Lipton’s Journal/Correspondence of Robert Lindner and Norman Mailer/July 20, 1954

From Project Mailer
< Lipton’s Journal‎ | Correspondence of Robert Lindner and Norman Mailer
Revision as of 13:09, 4 August 2022 by Grlucas (talk | contribs) (Added note.)
(diff) ← Older revision | Latest revision (diff) | Newer revision → (diff)
NORMAN MAILER’s Letters
To Norman Mailer
July 20, 1954

Normancito:

Don’t tell me we’re not simpatico! I had hardly finished a letter to you when yours arrived. We were overjoyed to hear from you, but are now distressed to learn about your health. Have you considered returning for treatment? Or can you get what you need where you are? Please, man, take care—it’s important for everyone that you remain well—or at least well enough to get done what’s yours to do, including having a good time.

As for me, mysteriously, I have had little or no further trouble, lip-wise or hive-y. Whether the blasted thing has run its course, or my psyche has undergone some occult kind of reorganization, I don’t know. In any case, I’m eating almost everything (although I remain leery of—and avoid—tomatoes, berries and cheese) without ill effect. Physically, then, I’m in pretty good shape. Except for heart trouble, cancer, leukemia, and tuberculosis I have fewer complains these days than I had when I last wrote. Mentally, I continue dull. Although I’ve read a lot—much. An occasional idea, yes—but nothing that sticks. Nevertheless—and I think only you can understand this—I feel yeasty. Stuff is moiling and brewing deep down. Occasionally, with what reminds me of a bubble’s burst in a cauldron of some thick liquid, an etwas[1] (sentence, thought, vagrant phrase) rises to the surface, breaks, then settles—So maybe there’s a thing happening that will start me soon on the book.

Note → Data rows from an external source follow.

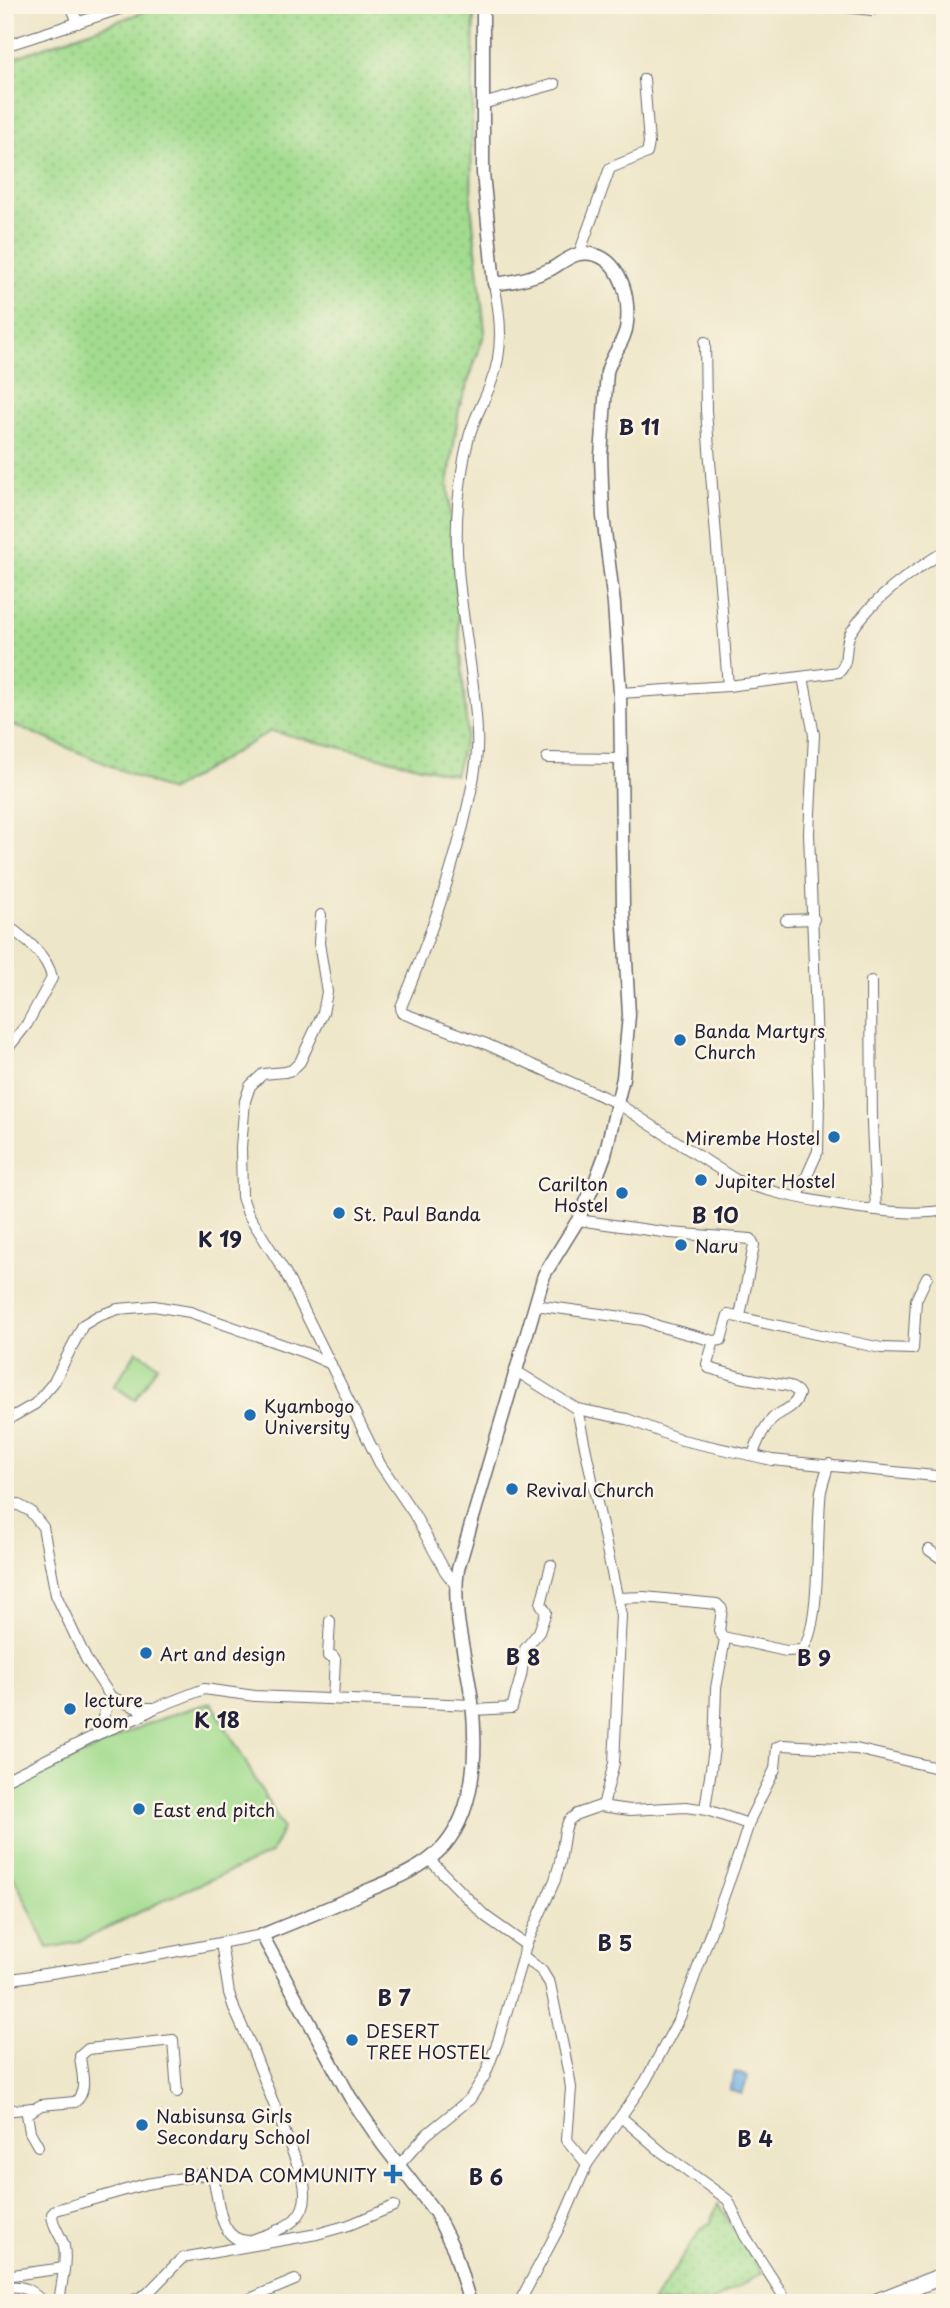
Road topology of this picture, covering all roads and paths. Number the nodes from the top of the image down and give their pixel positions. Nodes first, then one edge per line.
1 (71, 5) edge
2 (132, 5) edge
3 (483, 5) edge
4 (739, 5) edge
5 (872, 10) dead end
6 (78, 23) junction
7 (5, 46) edge
8 (644, 79) dead end
9 (555, 83) dead end
10 (482, 104) junction
11 (579, 254) junction
12 (494, 284) junction
13 (705, 342) dead end
14 (945, 551) edge
15 (803, 677) junction
16 (728, 686) junction
17 (620, 693) junction
18 (547, 758) dead end
19 (621, 759) junction
20 (321, 915) dead end
21 (814, 919) junction
22 (786, 920) dead end
23 (5, 924) edge
24 (871, 981) dead end
25 (5, 1052) edge
26 (617, 1103) junction
27 (798, 1196) junction
28 (876, 1210) junction
29 (945, 1210) edge
30 (578, 1220) junction
31 (927, 1277) dead end
32 (535, 1305) junction
33 (740, 1316) junction
34 (714, 1342) junction
35 (331, 1364) junction
36 (516, 1371) junction
37 (577, 1409) junction
38 (5, 1421) edge
39 (753, 1455) junction
40 (829, 1464) junction
41 (945, 1477) edge
42 (5, 1498) edge
43 (929, 1550) dead end
44 (945, 1560) edge
45 (551, 1565) dead end
46 (456, 1586) junction
47 (618, 1598) junction
48 (330, 1621) dead end
49 (725, 1639) junction
50 (111, 1696) junction
51 (333, 1699) junction
52 (155, 1708) junction
53 (472, 1708) junction
54 (96, 1735) junction
55 (942, 1769) dead end
56 (5, 1780) edge
57 (603, 1806) junction
58 (705, 1809) junction
59 (748, 1824) junction
60 (429, 1860) junction
61 (262, 1935) junction
62 (221, 1943) junction
63 (526, 1945) junction
64 (523, 1956) junction
65 (5, 1980) edge
66 (177, 2092) dead end
67 (34, 2108) junction
68 (5, 2111) edge
69 (621, 2117) junction
70 (38, 2146) dead end
71 (587, 2164) junction
72 (399, 2165) junction
73 (394, 2206) dead end
74 (64, 2268) junction
75 (945, 2275) edge
76 (5, 2276) edge
77 (295, 2280) dead end
78 (5, 2287) edge
79 (44, 2303) edge
80 (59, 2303) edge
81 (128, 2303) edge
82 (240, 2303) edge
83 (470, 2303) edge
84 (519, 2303) edge
85 (788, 2303) edge
86 (873, 2303) edge

1 - 6 street
2 - 6 street
3 - 10 street
4 - 5 street
6 - 7 street
8 - 11 street
9 - 10 street
10 - 12 street
11 - 12 street
11 - 17 street
12 - 26 street
13 - 16 street
14 - 15 street
15 - 16 street
15 - 21 street
16 - 17 street
17 - 19 street
18 - 19 street
19 - 26 street
20 - 35 street
21 - 22 street
21 - 27 street
23 - 25 street
24 - 28 street
26 - 27 street
26 - 30 street
27 - 28 street
28 - 29 street
30 - 32 street
30 - 33 street
31 - 33 street
32 - 34 street
32 - 36 street
33 - 34 street
34 - 39 street
35 - 38 street
35 - 46 street
36 - 37 street
36 - 46 street
37 - 39 street
37 - 47 street
39 - 40 street
40 - 41 street
40 - 49 street
42 - 50 street
43 - 44 street
45 - 53 street
46 - 53 street
47 - 49 street
47 - 57 street
48 - 51 street
49 - 58 street
50 - 52 street
50 - 54 street
51 - 52 street
51 - 53 street
52 - 54 street
53 - 60 street
54 - 56 street
55 - 59 street
57 - 58 street
57 - 63 street
58 - 59 street
59 - 69 street
60 - 61 street
60 - 63 street
61 - 62 street
61 - 72 street
62 - 65 street
62 - 74 street
63 - 64 street
64 - 71 street
64 - 72 street
66 - 67 street
67 - 68 street
67 - 70 street
69 - 71 street
69 - 85 street
71 - 84 street
72 - 83 street
73 - 81 street
74 - 76 street
74 - 80 street
75 - 86 highway
77 - 82 street
78 - 79 street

Your news about Deer Park is warming and exciting both. When I got the catalogue two weeks ago, I observed there was no announcement of your book, I worried about what had happened. Your letter calms—apparently all has ended well. As for the orgy scene, I agree its elimination is artistically necessary and that the book will profit from the deletion.

Parenthetically, the “Jet-Propelled Couch”[2] will be in Harper’s in abbreviation in December and January. Ivan [Von Auw] concluded the arrangements last week. We think they’ve done a fine editorial job and its appearance there will help The Fifty-Minute Hour.

We leave for Long Island on July 31st. Please copy this address and phone number and put it where you’ll be reminded of me (us) constantly. May I suggest Adele’s[3] beautiful butt? [ . . . ]

To both of you from all here, much love,

Your
Lippy
the labile lover of labia



notes

  1. Something.
  2. A chapter from Linder’s collection, The Fifty-Minute Hour, appeared in the December 1954 Harper’s.
  3. Adele Morales (1925 – 2015), who he married in April 1954, was Mailer’s second wife. The mother of his daughters Danielle (b. 1957), and Elizabeth Anne (b. 1959), she separated from Mailer in early 1961 a few months after he stabbed her with a penknife, just missing her heart. He pled guilty to felonious assault and was given a suspended sentence. They divorced in 1962.